Nothing had changed since the last time he had stayed in Kay’s room. Her mother had not kept it as a shrine exactly, for most of the childhood mementos had long ago been put away, and the new furnishings were simple, almost austere. Yet the mere fact that Kay had long inhabited the space gave him the sense that she had just recently departed. Her essence lingered. On the nightstand beneath a lamp stood a photograph taken no more than two or three years before, Kay at her finest, togged out in ski clothes in some northern chalet, snow on the trees outside the window, cheeks red with blood. The dresser, which once held her clothes, stood empty, but in the closet were the formal gown she wore to her high school prom and her wedding dress. Their wedding. A row of childhood books stood on a birch shelf. He ran his fingers along the spines, looked for her name hand-printed on the endpapers.

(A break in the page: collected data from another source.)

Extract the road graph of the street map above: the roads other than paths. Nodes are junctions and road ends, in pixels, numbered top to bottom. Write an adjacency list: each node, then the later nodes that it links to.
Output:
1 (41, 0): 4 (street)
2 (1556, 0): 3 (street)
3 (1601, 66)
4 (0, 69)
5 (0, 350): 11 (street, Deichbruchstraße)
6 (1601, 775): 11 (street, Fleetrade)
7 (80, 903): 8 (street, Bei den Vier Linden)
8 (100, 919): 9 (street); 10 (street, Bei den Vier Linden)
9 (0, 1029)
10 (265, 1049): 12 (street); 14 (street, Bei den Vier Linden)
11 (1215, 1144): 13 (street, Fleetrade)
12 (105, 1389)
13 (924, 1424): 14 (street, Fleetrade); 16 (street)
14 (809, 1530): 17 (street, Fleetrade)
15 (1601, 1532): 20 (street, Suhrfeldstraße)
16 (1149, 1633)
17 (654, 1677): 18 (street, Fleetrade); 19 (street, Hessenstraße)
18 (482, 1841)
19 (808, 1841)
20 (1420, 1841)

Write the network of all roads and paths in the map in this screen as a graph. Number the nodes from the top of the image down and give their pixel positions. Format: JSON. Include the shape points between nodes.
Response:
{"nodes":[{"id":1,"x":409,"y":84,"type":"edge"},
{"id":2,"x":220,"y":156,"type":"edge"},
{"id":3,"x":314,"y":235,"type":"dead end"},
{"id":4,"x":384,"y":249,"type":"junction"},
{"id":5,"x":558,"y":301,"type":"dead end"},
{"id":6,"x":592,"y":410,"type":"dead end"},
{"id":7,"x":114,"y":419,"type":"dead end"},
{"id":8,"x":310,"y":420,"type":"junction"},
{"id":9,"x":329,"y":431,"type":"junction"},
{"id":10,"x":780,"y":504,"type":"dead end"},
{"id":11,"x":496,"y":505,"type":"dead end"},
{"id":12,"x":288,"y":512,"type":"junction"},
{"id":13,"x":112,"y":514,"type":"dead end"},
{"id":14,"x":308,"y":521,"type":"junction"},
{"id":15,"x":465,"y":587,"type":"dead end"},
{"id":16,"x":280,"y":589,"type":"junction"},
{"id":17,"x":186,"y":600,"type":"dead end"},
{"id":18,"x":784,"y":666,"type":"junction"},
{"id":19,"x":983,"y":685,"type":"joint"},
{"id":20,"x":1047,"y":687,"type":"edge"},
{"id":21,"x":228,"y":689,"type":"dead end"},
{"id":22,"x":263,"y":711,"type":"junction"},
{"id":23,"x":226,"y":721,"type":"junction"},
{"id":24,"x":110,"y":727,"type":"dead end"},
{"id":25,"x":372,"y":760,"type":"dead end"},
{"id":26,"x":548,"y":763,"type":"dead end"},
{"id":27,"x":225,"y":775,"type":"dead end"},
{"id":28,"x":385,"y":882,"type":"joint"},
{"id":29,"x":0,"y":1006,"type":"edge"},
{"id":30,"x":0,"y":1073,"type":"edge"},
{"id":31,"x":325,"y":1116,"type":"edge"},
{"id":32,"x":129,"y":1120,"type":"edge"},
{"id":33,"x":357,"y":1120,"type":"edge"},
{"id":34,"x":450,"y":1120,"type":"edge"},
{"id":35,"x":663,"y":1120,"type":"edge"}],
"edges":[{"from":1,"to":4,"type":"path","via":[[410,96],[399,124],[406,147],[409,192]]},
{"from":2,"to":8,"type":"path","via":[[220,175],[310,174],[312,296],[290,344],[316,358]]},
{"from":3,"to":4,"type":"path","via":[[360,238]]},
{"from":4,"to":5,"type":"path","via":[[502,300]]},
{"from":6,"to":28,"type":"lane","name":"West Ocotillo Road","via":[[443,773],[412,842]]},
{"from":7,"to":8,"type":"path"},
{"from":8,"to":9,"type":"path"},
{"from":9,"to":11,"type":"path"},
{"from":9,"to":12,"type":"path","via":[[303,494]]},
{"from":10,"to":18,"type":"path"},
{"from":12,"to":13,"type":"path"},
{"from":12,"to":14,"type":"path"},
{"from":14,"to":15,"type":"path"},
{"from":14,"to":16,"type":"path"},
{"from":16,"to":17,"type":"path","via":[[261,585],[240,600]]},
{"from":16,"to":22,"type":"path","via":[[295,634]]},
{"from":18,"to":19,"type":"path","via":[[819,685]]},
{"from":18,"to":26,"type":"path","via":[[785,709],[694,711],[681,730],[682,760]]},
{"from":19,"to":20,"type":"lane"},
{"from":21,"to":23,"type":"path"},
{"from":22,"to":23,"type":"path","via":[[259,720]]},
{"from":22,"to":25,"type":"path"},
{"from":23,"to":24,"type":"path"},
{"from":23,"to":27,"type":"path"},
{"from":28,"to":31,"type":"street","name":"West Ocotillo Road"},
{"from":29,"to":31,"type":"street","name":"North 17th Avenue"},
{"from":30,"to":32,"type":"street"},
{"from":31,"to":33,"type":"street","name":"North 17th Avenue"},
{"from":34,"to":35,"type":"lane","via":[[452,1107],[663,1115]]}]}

He crawled into her bed and fought for sleep against the spirits that roamed the house and slipped into the room. Midway through the night, as he dreamt of Kay dangling from a set of marionette strings, he was awakened by someone wandering in the darkness. Not Mitchell or Egon prowling for leftovers, the sound was not right. When he poked his head out of the doorway, he heard the chair being pushed across the floor. Dolores was startled to see him as well, her white hair loose for sleeping, her brown eyes wide in the darkness. She put a finger to her lips and bade him follow.

Mugs in hand they sat at the kitchen table, the clock ticking away the time. She was a firm believer in the soporific power of warm milk, and he had not had such a treat since boyhood. He drank it quickly, as if downing a potion. They spoke in whispers, the quiet of the country night unnerving and insistent. “You’re not the only one with a broken heart.”

“I am so sorry, Dolores.”

“I haven’t slept in months, and now this is my first real hope in ages. You have to find her. Or find out whatever happened to her.”

“Do you think that after all this time we might? That she might—”

She smiled at him. “She is an independent girl. And strong. If something has happened to her, if she’s just lost. Let’s think she is just lost. She will survive and you will find her.”